PLOW met one potential wholesale buyer at a farmer-to-chef
event in Pittsburgh. And just as diversifying with extra items
creates marketing advantage, Don recommends diversification
on your CSA and farmers’ market routes by visiting restaurants
and stores along the way.
As for money, PLOW committs to returning 80% of its sales
to the farmer members who grow the food. In addition to the
20% which covers the cost to operate and deliver from a centralized
office and dry storage location, PLOW tracks expenses carefully
to charge farmers mileage and labor for pickup at their farms.

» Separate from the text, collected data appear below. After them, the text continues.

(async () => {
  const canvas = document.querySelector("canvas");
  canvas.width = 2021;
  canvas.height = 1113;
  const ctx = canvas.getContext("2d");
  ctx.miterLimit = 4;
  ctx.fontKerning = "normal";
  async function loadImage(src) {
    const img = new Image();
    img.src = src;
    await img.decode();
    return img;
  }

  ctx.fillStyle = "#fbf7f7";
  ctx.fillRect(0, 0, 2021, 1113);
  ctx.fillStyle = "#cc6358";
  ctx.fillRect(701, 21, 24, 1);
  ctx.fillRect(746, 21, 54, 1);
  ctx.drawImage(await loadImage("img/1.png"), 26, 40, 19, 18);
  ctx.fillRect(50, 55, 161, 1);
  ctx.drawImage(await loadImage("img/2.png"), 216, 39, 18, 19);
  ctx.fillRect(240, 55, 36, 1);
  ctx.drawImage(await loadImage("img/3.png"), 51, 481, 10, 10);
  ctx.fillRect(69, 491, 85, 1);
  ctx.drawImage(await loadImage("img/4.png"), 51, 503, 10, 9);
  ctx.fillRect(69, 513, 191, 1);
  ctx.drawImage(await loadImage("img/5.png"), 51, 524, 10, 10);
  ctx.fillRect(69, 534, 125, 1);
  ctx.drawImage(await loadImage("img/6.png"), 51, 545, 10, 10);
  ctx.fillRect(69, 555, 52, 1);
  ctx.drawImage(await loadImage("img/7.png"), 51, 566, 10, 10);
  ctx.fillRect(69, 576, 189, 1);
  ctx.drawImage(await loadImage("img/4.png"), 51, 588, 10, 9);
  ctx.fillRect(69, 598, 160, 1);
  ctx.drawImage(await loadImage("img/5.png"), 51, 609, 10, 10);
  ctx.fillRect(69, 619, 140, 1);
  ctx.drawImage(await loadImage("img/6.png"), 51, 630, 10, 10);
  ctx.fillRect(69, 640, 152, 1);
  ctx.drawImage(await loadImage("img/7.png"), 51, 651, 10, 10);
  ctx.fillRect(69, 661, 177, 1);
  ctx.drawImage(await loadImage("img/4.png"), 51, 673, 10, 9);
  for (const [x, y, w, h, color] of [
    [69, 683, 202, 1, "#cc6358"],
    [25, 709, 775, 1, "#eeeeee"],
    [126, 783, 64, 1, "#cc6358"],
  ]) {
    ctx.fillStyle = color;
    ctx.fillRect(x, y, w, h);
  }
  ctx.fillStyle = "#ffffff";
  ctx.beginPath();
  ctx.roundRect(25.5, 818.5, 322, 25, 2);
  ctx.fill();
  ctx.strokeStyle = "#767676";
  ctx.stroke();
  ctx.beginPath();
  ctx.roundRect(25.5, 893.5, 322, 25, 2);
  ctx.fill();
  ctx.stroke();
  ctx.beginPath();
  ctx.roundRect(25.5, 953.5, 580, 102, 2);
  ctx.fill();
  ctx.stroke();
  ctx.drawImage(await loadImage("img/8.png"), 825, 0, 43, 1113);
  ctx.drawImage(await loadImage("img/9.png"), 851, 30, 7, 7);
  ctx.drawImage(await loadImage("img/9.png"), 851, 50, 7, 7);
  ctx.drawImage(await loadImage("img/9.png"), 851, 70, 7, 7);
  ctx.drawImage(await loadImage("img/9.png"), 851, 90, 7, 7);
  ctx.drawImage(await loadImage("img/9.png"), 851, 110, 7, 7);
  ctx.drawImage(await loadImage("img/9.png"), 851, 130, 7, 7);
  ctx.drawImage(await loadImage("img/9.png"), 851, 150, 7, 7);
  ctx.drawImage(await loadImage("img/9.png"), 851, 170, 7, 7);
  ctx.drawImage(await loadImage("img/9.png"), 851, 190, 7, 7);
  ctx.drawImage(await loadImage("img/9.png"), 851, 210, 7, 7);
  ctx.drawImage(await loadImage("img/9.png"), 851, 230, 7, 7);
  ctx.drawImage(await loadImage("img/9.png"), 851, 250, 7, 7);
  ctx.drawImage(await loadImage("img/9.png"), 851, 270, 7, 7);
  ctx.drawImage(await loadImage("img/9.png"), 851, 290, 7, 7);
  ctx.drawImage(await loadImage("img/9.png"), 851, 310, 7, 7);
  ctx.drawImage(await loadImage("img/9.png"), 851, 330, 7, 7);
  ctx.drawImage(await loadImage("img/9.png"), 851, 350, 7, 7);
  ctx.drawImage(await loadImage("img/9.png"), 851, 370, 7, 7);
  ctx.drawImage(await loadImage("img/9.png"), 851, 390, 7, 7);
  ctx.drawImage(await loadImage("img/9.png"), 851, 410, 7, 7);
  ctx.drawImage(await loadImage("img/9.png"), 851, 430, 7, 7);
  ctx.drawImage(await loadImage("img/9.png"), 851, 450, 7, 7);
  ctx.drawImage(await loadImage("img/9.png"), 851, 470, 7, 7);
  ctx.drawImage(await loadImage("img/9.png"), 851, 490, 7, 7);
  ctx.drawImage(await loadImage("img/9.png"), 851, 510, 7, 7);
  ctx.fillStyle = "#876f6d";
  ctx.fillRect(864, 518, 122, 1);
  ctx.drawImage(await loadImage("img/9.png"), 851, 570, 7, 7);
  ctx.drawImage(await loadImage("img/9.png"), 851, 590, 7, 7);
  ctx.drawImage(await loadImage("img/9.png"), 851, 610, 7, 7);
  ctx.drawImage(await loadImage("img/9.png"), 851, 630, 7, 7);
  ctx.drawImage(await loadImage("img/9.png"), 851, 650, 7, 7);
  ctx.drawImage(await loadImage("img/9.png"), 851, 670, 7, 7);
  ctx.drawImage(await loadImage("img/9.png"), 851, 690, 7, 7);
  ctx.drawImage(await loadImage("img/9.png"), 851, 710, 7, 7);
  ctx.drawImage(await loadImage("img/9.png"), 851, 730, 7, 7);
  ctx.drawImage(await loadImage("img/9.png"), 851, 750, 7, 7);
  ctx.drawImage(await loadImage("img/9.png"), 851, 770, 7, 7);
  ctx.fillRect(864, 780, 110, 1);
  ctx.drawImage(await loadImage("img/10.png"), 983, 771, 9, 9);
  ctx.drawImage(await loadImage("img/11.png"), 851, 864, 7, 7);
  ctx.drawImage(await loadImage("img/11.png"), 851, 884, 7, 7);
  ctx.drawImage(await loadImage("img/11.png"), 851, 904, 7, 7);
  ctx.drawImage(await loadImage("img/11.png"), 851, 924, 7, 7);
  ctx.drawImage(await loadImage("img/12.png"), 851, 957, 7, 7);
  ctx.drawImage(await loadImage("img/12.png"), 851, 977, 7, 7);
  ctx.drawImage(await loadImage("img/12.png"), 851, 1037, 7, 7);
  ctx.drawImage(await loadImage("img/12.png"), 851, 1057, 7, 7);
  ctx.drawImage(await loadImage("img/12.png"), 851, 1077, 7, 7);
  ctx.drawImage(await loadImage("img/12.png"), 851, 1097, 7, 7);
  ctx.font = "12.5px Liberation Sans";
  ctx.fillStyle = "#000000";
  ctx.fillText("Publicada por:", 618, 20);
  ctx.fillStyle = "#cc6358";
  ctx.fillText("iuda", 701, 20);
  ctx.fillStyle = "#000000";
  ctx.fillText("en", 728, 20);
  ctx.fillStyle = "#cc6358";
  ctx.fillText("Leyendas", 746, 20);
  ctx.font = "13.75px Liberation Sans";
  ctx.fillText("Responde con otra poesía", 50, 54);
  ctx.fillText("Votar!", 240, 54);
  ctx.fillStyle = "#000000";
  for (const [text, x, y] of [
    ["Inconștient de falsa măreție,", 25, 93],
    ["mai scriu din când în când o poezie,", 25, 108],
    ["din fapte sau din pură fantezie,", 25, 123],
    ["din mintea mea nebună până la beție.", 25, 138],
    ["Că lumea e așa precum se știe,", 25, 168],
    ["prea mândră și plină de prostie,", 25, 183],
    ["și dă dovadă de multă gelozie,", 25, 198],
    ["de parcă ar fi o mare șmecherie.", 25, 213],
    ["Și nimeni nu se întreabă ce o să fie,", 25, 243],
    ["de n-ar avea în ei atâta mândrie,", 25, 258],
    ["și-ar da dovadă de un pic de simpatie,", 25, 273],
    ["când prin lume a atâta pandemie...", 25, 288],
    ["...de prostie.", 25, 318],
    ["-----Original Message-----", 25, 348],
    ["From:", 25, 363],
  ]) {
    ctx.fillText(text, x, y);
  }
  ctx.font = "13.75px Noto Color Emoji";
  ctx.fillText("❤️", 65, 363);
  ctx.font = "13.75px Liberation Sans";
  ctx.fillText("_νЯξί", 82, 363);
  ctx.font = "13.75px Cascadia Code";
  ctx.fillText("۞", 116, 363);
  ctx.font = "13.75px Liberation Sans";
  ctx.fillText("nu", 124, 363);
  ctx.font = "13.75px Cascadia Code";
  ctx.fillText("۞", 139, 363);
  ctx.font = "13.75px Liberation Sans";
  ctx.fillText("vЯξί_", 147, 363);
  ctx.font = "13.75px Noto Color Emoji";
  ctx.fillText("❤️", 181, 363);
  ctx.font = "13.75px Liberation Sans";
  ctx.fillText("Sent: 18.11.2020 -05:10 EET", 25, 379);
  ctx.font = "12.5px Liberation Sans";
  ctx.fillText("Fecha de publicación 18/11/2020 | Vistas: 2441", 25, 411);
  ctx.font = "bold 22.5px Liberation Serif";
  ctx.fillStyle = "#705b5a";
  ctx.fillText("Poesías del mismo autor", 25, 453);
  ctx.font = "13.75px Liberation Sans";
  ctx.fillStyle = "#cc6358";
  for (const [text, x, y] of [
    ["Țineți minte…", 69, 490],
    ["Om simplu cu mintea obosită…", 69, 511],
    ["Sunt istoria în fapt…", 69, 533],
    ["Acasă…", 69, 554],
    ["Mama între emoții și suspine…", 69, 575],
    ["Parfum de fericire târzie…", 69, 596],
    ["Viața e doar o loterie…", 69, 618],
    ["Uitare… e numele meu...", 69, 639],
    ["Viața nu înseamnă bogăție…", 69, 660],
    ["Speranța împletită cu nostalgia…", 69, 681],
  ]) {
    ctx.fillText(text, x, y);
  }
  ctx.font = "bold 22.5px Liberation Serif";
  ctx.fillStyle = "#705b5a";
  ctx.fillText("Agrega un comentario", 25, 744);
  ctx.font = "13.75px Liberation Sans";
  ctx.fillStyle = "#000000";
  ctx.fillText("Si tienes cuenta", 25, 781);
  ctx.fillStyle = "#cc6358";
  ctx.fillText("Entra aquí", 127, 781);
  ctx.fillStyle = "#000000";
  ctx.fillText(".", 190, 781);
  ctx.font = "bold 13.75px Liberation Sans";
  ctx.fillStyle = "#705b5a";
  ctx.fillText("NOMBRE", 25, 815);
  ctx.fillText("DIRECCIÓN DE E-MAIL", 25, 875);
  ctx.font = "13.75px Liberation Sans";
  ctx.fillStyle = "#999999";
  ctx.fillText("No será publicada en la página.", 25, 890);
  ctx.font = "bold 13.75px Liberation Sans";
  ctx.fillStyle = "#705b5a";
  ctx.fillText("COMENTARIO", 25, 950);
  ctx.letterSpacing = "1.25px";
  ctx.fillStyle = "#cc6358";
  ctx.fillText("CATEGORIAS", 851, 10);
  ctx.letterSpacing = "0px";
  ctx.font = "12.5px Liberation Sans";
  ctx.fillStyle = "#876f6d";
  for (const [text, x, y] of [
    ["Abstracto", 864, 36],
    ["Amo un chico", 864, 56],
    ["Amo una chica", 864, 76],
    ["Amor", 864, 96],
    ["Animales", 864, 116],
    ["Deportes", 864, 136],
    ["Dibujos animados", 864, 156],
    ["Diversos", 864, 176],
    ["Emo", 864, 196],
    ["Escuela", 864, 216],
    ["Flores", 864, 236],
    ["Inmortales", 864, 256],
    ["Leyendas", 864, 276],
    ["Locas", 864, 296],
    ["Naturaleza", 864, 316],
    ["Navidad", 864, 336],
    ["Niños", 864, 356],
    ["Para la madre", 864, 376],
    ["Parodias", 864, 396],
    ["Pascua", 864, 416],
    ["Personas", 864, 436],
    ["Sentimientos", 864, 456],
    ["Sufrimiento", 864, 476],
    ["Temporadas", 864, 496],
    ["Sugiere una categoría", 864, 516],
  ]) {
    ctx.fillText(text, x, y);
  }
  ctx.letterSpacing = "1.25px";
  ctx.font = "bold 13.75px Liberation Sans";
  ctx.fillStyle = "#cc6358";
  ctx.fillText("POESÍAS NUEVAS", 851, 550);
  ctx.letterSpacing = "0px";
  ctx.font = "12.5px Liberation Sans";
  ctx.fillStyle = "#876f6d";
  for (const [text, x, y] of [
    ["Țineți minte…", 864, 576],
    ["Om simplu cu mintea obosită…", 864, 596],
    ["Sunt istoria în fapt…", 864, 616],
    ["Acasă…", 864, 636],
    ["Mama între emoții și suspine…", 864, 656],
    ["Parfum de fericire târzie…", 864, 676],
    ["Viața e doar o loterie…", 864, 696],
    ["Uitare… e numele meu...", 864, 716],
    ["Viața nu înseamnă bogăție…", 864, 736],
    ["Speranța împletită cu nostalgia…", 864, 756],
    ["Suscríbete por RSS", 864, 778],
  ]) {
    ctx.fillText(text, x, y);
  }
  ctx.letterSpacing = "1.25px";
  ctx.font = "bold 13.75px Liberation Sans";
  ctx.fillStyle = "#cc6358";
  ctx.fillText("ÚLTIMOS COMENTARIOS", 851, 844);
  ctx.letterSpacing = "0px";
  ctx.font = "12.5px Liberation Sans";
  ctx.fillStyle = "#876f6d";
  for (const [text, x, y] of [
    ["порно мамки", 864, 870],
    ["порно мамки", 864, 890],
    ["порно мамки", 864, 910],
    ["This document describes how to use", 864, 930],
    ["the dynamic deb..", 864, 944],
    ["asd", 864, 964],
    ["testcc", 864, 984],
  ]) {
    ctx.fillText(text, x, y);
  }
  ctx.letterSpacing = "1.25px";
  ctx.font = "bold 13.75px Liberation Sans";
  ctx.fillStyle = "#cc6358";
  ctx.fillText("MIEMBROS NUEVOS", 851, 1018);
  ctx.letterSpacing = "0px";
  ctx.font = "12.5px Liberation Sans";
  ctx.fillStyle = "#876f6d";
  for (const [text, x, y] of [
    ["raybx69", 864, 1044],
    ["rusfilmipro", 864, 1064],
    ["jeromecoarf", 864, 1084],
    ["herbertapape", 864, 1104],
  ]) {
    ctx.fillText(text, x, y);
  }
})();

“When you calculate expenses carefully and plan to
pass 80% of the wholesale prices to the farmers,” reasons
Don, “math lets you determine what those prices need
to be.”
The Secret Ingredients
Looking over the Kretschmann Farm, with its hillside orchard
and fifteen to twenty rolling acres of productive farmland,
one wonders about the intangible elements of success.
“Start young and foolish,” says Becky. “You
learn. One year we had onion sets that we neglected, the next
year Don ordered ten times as many. I said, ‘You’re
nuts.’ He said, ‘It’s a problem of scale.’
And he was right, we took care of the greater volume.”
At the suggestion that foolishness is in good supply during
youth, the Kretschmanns admit they still have their own healthy
dose. Yet experience has added the voice of intuition too.
“Listen hard,” says Becky with steady, determined
eyes, “and do what you’re called to do.”